Tournament Scheduling
Problem Definition:
We need to schedule a fair-schedule for a football tournament played in a round robin league. A fair schedule means every team should have a match after same interval. If we have n teams there will be total of n(n-1)/2 matches. Each team should play a match after a guaranteed interval. Assuming n an even number, we can divide all the n(n-1)/2 matches in (n-1) clusters, each having eaxctly n/2 matches. In these clusters, each team should play exactly one match.Hence at the end of each cluster the total number of matches played by any team will remain the same. For example we have four teams, A, B, C, and D.
There will be 6 matches and 3 clusters and each cluster has 2 matches.
A possible clustering:
A vs B A vs D A vs C
C vs D B vs C B vs D
See that at the end of each cluster each team has played exactly same number of matches. Hence this is a fair schedule.
However note that this has a problem that team A can play the first match of cluster 1 and then can play the last match in cluster 2. If the number of matches in each cluster is 4, there will be 6 other team matches between the two matches of team A. Again team A could have the last match of cluster 1 and then first match of cluster 2 hence playing two consecutive mathces. Ensuring same number of intervals between all team's matches is the best solution but a costly one two.

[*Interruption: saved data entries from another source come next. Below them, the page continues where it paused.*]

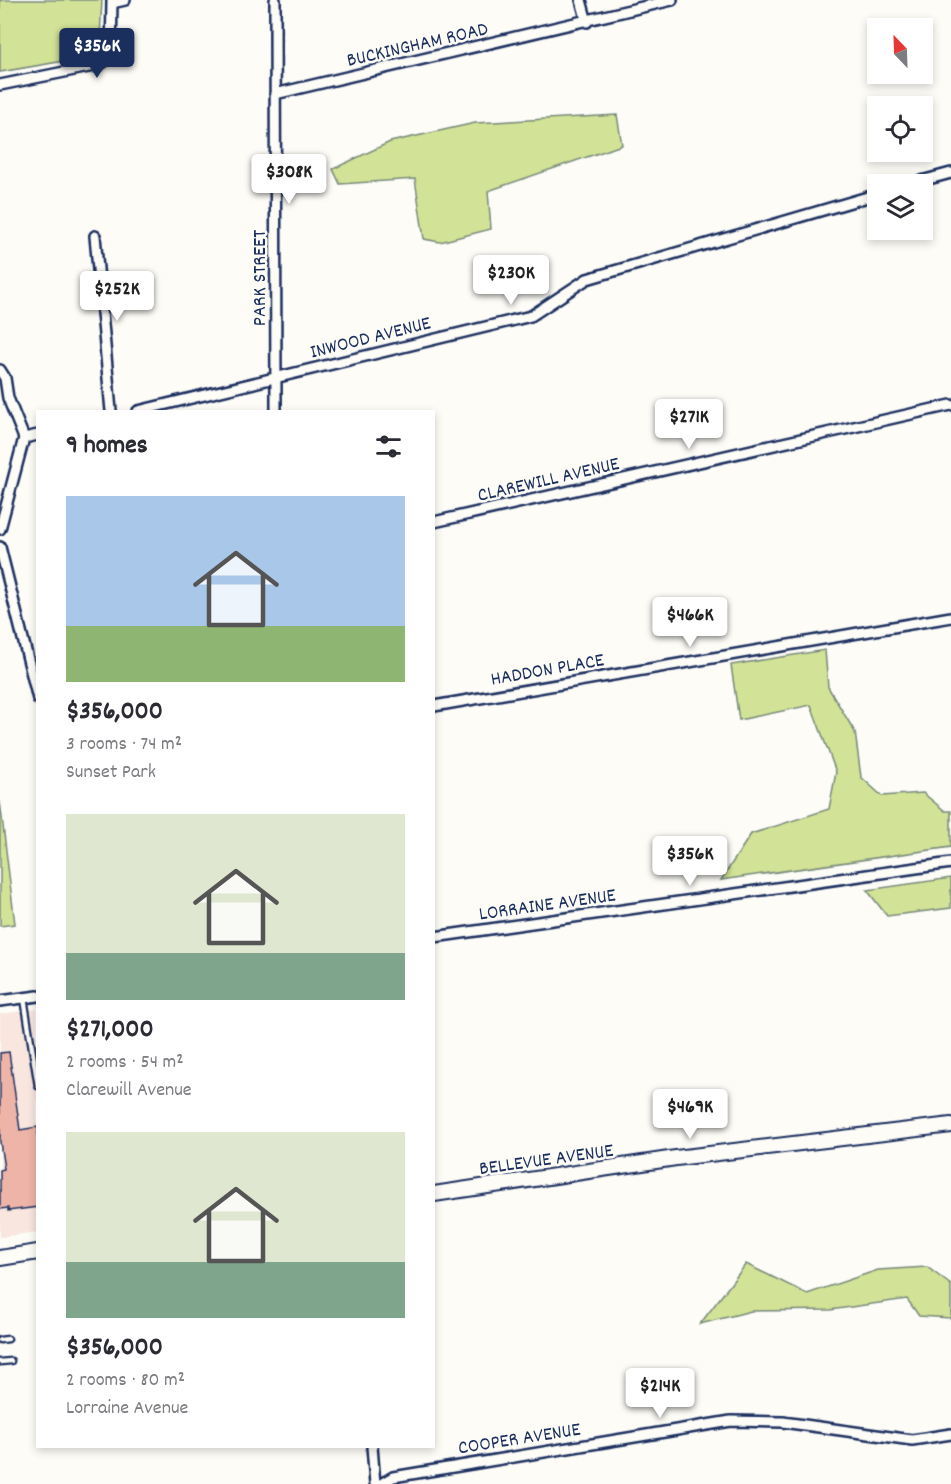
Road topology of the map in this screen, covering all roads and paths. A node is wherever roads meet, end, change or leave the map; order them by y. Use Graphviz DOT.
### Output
graph roads {
  1 [pos="125,0"];
  2 [pos="275,0"];
  3 [pos="581,0"];
  4 [pos="672,0"];
  5 [pos="112,2"];
  6 [pos="587,22"];
  7 [pos="0,86"];
  8 [pos="275,94"];
  9 [pos="951,173"];
  10 [pos="933,178"];
  11 [pos="867,197"];
  12 [pos="95,236"];
  13 [pos="0,370"];
  14 [pos="276,377"];
  15 [pos="951,405"];
  16 [pos="111,410"];
  17 [pos="142,410"];
  18 [pos="276,410"];
  19 [pos="36,435"];
  20 [pos="24,438"];
  21 [pos="435,522"];
  22 [pos="0,529"];
  23 [pos="0,547"];
  24 [pos="951,618"];
  25 [pos="36,691"];
  26 [pos="435,706"];
  27 [pos="951,863"];
  28 [pos="435,938"];
  29 [pos="36,996"];
  30 [pos="24,998"];
  31 [pos="0,1001"];
  32 [pos="36,1073"];
  33 [pos="951,1125"];
  34 [pos="435,1194"];
  35 [pos="36,1252"];
  36 [pos="0,1257"];
  37 [pos="8,1339"];
  38 [pos="0,1340"];
  39 [pos="12,1361"];
  40 [pos="0,1362"];
  41 [pos="951,1434"];
  42 [pos="372,1448"];
  43 [pos="375,1484"];
  44 [pos="381,1484"];
  1 -- 5 [label="street"];
  2 -- 8 [label="street, PARK STREET"];
  3 -- 6 [label="street"];
  4 -- 6 [label="street, BUCKINGHAM ROAD"];
  5 -- 7 [label="street"];
  6 -- 8 [label="street, BUCKINGHAM ROAD"];
  8 -- 14 [label="street, PARK STREET"];
  9 -- 10 [label="street"];
  11 -- 14 [label="street, INWOOD AVENUE"];
  12 -- 16 [label="street"];
  13 -- 20 [label="street"];
  14 -- 17 [label="street, INWOOD AVENUE"];
  14 -- 18 [label="street, PARK STREET"];
  15 -- 21 [label="street, CLAREWILL AVENUE"];
  19 -- 20 [label="street"];
  20 -- 22 [label="street"];
  23 -- 25 [label="street"];
  24 -- 26 [label="street, HADDON PLACE"];
  27 -- 28 [label="street, LORRAINE AVENUE"];
  29 -- 30 [label="street"];
  30 -- 31 [label="street"];
  30 -- 32 [label="lane"];
  33 -- 34 [label="street, BELLEVUE AVENUE"];
  35 -- 36 [label="street"];
  37 -- 38 [label="lane"];
  39 -- 40 [label="lane"];
  41 -- 44 [label="street, COOPER AVENUE"];
  42 -- 43 [label="street"];
}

A suboptimal solution but a very effective one is the scenario described in the beginning.
The algorithm to solve this case should have a nXn table each cell initialized with 0.
As we schedule a match between team[i] and team[j], we replace 0 with scheduled day.
For each of the (n-1) cluster we start with a boolean array of size n, set all to true, indicationg team[i] is available for selection.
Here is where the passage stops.